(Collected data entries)
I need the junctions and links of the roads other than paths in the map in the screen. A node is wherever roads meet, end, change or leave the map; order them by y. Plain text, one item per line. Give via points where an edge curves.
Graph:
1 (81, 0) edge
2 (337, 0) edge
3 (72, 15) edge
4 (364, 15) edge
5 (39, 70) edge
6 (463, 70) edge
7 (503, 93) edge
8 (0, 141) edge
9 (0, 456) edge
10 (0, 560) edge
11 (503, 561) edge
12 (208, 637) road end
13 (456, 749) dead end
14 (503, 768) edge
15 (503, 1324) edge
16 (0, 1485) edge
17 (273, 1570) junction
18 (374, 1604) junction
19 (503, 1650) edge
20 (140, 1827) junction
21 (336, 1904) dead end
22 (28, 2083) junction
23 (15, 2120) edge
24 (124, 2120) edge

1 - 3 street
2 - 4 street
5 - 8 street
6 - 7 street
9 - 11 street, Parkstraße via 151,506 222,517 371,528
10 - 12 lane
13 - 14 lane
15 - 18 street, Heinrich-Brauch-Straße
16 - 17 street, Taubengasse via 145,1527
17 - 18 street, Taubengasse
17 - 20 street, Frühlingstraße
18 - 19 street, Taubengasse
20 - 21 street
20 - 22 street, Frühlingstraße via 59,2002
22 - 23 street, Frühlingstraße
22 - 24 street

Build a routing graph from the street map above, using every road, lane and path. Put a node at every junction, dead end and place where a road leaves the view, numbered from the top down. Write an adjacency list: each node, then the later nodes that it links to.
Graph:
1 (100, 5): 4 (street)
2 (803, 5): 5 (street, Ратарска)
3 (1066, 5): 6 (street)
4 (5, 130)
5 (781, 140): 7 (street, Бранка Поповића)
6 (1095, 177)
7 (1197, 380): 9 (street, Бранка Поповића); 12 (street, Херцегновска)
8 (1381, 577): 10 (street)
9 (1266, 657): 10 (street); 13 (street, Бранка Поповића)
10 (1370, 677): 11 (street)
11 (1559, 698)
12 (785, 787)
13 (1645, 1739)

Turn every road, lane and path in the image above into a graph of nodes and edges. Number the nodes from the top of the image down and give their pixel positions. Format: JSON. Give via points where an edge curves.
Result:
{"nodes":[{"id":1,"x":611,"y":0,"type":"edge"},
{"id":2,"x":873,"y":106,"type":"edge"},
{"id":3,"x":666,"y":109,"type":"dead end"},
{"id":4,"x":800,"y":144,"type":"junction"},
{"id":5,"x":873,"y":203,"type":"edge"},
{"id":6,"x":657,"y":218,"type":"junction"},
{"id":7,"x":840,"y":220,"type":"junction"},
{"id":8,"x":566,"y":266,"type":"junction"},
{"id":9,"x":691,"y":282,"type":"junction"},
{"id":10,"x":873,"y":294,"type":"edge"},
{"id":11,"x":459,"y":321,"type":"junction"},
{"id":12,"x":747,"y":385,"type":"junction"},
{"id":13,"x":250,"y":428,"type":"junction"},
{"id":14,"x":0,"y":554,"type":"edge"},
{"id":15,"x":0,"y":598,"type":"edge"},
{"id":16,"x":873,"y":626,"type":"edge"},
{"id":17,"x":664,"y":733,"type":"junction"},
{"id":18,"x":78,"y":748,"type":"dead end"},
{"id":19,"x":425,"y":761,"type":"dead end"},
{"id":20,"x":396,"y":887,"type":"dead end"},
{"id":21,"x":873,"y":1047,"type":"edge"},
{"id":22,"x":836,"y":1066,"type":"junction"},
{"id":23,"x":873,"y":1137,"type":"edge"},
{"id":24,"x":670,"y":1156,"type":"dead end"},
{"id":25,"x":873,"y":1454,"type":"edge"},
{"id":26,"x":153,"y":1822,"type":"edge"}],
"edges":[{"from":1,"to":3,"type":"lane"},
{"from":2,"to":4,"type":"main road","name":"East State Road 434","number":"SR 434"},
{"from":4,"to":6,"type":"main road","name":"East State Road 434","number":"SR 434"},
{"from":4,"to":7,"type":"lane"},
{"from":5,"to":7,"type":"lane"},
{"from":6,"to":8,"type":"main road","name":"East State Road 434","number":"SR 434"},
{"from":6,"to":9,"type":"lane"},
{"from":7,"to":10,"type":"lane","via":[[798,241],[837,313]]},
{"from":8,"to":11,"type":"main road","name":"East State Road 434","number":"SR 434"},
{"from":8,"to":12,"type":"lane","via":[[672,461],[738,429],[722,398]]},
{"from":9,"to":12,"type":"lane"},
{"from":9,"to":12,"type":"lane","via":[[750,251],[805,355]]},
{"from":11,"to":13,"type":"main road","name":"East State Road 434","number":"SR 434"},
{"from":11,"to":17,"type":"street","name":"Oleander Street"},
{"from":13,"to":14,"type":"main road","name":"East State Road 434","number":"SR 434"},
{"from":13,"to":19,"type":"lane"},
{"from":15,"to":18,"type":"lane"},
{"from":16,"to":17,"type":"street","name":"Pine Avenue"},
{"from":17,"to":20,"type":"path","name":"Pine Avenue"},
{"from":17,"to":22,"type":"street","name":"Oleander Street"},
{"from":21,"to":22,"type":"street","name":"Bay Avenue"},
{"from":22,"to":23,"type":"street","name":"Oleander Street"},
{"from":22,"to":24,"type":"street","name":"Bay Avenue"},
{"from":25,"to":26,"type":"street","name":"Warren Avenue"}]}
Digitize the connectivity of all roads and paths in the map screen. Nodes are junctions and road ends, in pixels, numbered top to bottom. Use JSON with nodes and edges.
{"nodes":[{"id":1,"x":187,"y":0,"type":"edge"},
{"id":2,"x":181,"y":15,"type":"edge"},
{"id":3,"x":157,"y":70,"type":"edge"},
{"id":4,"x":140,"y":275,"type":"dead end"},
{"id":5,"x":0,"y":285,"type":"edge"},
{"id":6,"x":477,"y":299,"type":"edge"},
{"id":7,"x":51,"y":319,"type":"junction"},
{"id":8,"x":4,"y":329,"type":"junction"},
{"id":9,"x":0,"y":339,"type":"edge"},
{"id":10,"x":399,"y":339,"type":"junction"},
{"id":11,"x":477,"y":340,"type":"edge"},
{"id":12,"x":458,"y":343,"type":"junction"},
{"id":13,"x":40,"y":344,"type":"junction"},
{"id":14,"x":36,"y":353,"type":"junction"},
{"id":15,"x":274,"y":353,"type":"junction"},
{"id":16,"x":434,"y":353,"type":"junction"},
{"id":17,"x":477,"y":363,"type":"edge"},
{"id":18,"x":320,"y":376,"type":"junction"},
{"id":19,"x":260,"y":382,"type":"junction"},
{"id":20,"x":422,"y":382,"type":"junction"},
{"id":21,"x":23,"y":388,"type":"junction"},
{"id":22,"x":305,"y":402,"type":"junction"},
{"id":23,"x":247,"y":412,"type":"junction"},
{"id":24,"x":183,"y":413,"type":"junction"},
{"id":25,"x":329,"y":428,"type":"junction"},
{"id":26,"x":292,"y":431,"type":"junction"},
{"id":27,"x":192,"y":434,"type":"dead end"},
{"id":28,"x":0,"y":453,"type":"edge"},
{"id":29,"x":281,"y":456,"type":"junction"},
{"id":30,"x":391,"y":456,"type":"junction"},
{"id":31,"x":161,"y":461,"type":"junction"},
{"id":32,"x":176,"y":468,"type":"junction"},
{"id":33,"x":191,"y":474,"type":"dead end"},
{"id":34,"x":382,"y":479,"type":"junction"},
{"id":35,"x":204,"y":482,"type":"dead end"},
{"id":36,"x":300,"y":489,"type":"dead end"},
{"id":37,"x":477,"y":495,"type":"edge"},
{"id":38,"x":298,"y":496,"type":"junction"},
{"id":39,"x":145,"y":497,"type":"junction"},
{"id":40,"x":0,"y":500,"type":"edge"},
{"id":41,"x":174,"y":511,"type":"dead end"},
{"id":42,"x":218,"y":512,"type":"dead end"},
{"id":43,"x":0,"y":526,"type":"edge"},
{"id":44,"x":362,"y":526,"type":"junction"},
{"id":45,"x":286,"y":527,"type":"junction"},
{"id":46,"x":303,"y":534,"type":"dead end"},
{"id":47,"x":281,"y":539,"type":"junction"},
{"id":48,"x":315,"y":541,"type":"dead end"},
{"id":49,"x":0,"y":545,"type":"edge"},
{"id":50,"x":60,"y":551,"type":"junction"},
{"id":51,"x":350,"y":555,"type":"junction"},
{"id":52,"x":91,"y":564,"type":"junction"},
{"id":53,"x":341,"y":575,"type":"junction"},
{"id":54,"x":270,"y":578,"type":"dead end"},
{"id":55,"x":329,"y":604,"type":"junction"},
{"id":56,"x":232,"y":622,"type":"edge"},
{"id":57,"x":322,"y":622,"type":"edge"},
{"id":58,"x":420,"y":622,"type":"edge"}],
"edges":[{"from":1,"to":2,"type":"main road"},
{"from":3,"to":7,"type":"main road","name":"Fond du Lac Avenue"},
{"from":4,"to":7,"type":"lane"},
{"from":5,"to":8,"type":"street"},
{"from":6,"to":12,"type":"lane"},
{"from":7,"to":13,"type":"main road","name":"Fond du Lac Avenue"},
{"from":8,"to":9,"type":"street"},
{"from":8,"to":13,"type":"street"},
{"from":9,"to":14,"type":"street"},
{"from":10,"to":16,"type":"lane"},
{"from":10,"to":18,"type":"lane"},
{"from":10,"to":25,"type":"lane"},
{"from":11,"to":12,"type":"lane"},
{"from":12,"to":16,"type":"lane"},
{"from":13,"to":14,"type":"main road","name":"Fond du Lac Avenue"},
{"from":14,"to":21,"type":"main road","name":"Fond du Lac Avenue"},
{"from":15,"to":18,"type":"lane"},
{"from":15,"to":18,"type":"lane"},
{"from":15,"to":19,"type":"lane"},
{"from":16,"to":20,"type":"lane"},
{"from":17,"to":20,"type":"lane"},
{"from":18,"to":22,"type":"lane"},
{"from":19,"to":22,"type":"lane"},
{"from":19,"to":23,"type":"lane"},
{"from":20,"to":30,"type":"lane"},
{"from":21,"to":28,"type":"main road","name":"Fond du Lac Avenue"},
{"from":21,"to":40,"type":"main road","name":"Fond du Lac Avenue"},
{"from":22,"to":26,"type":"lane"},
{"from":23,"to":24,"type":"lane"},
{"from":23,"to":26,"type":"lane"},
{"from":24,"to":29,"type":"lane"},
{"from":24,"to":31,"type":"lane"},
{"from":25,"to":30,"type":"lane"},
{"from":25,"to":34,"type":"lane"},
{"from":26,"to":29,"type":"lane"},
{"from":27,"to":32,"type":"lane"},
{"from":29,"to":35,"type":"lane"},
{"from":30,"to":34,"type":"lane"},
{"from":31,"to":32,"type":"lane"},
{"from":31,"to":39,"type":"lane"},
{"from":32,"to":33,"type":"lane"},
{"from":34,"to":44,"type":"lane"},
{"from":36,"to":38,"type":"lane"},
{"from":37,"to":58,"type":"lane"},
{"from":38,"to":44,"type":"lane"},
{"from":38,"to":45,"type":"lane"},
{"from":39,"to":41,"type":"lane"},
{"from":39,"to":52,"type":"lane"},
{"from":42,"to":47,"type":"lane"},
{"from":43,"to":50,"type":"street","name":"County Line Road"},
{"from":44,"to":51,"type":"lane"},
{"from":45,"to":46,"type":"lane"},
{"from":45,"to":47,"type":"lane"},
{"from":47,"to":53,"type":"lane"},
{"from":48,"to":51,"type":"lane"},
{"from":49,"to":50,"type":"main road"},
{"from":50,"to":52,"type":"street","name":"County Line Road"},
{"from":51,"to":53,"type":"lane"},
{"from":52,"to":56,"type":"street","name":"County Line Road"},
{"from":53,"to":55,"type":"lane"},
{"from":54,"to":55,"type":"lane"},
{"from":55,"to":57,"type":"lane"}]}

■ **To do**
What is wanted is every line from the first line of the entries through the line that contains "Turn every road, lane", given again exactly.

■ **Result for this exercise**
I need the junctions and links of the roads other than paths in the map in the screen. A node is wherever roads meet, end, change or leave the map; order them by y. Plain text, one item per line. Give via points where an edge curves.
Graph:
1 (81, 0) edge
2 (337, 0) edge
3 (72, 15) edge
4 (364, 15) edge
5 (39, 70) edge
6 (463, 70) edge
7 (503, 93) edge
8 (0, 141) edge
9 (0, 456) edge
10 (0, 560) edge
11 (503, 561) edge
12 (208, 637) road end
13 (456, 749) dead end
14 (503, 768) edge
15 (503, 1324) edge
16 (0, 1485) edge
17 (273, 1570) junction
18 (374, 1604) junction
19 (503, 1650) edge
20 (140, 1827) junction
21 (336, 1904) dead end
22 (28, 2083) junction
23 (15, 2120) edge
24 (124, 2120) edge

1 - 3 street
2 - 4 street
5 - 8 street
6 - 7 street
9 - 11 street, Parkstraße via 151,506 222,517 371,528
10 - 12 lane
13 - 14 lane
15 - 18 street, Heinrich-Brauch-Straße
16 - 17 street, Taubengasse via 145,1527
17 - 18 street, Taubengasse
17 - 20 street, Frühlingstraße
18 - 19 street, Taubengasse
20 - 21 street
20 - 22 street, Frühlingstraße via 59,2002
22 - 23 street, Frühlingstraße
22 - 24 street

Build a routing graph from the street map above, using every road, lane and path. Put a node at every junction, dead end and place where a road leaves the view, numbered from the top down. Write an adjacency list: each node, then the later nodes that it links to.
Graph:
1 (100, 5): 4 (street)
2 (803, 5): 5 (street, Ратарска)
3 (1066, 5): 6 (street)
4 (5, 130)
5 (781, 140): 7 (street, Бранка Поповића)
6 (1095, 177)
7 (1197, 380): 9 (street, Бранка Поповића); 12 (street, Херцегновска)
8 (1381, 577): 10 (street)
9 (1266, 657): 10 (street); 13 (street, Бранка Поповића)
10 (1370, 677): 11 (street)
11 (1559, 698)
12 (785, 787)
13 (1645, 1739)

Turn every road, lane and path in the image above into a graph of nodes and edges. Number the nodes from the top of the image down and give their pixel positions. Format: JSON. Give via points where an edge curves.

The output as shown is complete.